The strategy consists of using as features other ETFs that are expected to be highly influential/correlated with our target stock price. I’ve chosen a Brazilian oil company producer as the target (PetroRio, ticker: PRIO3), and just two base features, Brent and WTI prices. we can take a look at the yearly rolling correlation of the stock with the oil prices:

We can see that there's a similar behavior with the features, and also that correlation can be a misleading measure, as it varies from negative to positive correlation depending on the period. But, most of the time it seems that there’s a high positive correlation between the PRIO stock price and these features. (really simplistic analysis here).

With this data in hand, we want to train a model to detect peaks in prices to trade the paper, so, we construct our signal based on the three-barrier method:

we calculate the volatility of the stock, and check if in the next x days (I’m using 10 days) the stock price reached 2 volatilities high. if so, this is mapped as an entry signal, as in the code below:

def apply_triple_barrier(price_series, profit_take, holding_period, dates=None):
    events = []

    vol_df = get_daily_volatility(price_series)
    price_series = price_series.reindex(vol_df.index)
    n = len(price_series)

    for i in price_series.index:
        t1 = i  # Set t1 as the current time index
        
        # Calculate volatility as the standard deviation of returns over a lookback window
        #volatility = price_series[i - lookback_window:i].std()
        volatility = vol_df[i]
        # Define upper barrier based on volatility
        upper_barrier = price_series[i] + profit_take * volatility * price_series[i]
        
        # Define the vertical barrier as the specified holding period
        t2 = min(i + holding_period, n - 1)
        
        # Check if price reaches the upper barrier during the holding period
        if price_series[t1+1:t2].max() >= upper_barrier:
            label = 1  # Take-profit label


        else:
            label = 0  # No profit label

        returns = (price_series[t2] - price_series[t1])/price_series[t1]

        

        events.append([i, t2, label, returns, volatility, price_series[i], upper_barrier])  # Storing both i and t2
        
        events_df = pd.DataFrame(events, columns=['i', 't2', 'label', 'returns',"volatility", "buy_price", "upper_barrier"])

    return events_df

with the labels available, we need to adjust the features format to feed the algorithm. I’m using as train and test set data available from yfinance until 2022, and a separate validation set from 2022 to now, to perform the backtest.

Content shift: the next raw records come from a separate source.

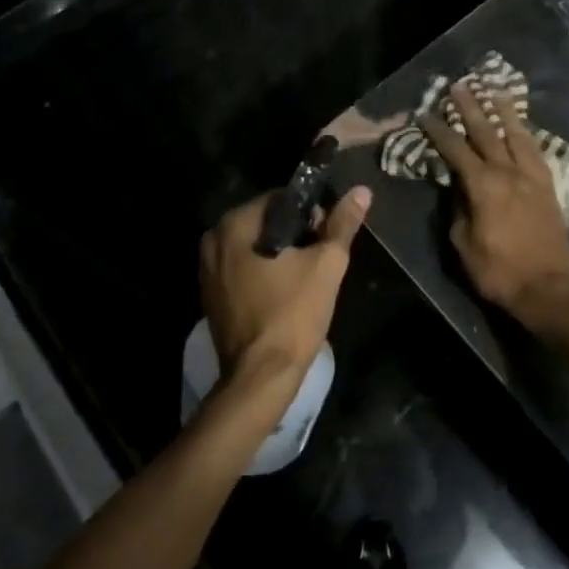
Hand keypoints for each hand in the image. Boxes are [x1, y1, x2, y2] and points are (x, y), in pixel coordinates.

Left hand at [199, 185, 371, 393]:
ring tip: (307, 276)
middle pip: (265, 223)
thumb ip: (342, 224)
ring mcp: (207, 271)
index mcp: (234, 225)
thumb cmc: (293, 314)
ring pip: (254, 247)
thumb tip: (361, 191)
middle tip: (321, 257)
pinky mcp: (211, 297)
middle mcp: (212, 241)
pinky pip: (243, 270)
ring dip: (280, 254)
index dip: (310, 212)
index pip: (279, 199)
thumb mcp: (326, 264)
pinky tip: (286, 292)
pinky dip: (264, 273)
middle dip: (295, 234)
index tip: (327, 234)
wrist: (261, 377)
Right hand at [421, 84, 568, 323]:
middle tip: (459, 85)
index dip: (439, 131)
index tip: (426, 113)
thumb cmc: (498, 270)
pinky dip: (525, 134)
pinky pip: (535, 151)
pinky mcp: (548, 187)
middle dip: (471, 107)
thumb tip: (457, 188)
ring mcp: (532, 177)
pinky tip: (521, 128)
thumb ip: (458, 209)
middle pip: (487, 132)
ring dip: (504, 111)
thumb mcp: (463, 243)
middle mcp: (509, 172)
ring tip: (495, 90)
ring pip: (516, 135)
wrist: (548, 288)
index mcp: (483, 185)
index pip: (455, 150)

backtest_df = df.loc["2022":].reset_index().copy(deep=True)
df = df.loc[:"2021"].reset_index().copy(deep=True)

We are going to build simple moving averages (I’m using 2, 7, 20, and 50 days moving averages) and the volatility of each feature, in a way that each row of the final dataframe has from the past 50 days all the SMAs of and volatilities, like that:

Baseline Model

I’ve chosen as baseline model a Randon Forest classifier, with the following parameters:

model = RandomForestClassifier(n_estimators=100, min_samples_split=100, max_depth=5, random_state=1)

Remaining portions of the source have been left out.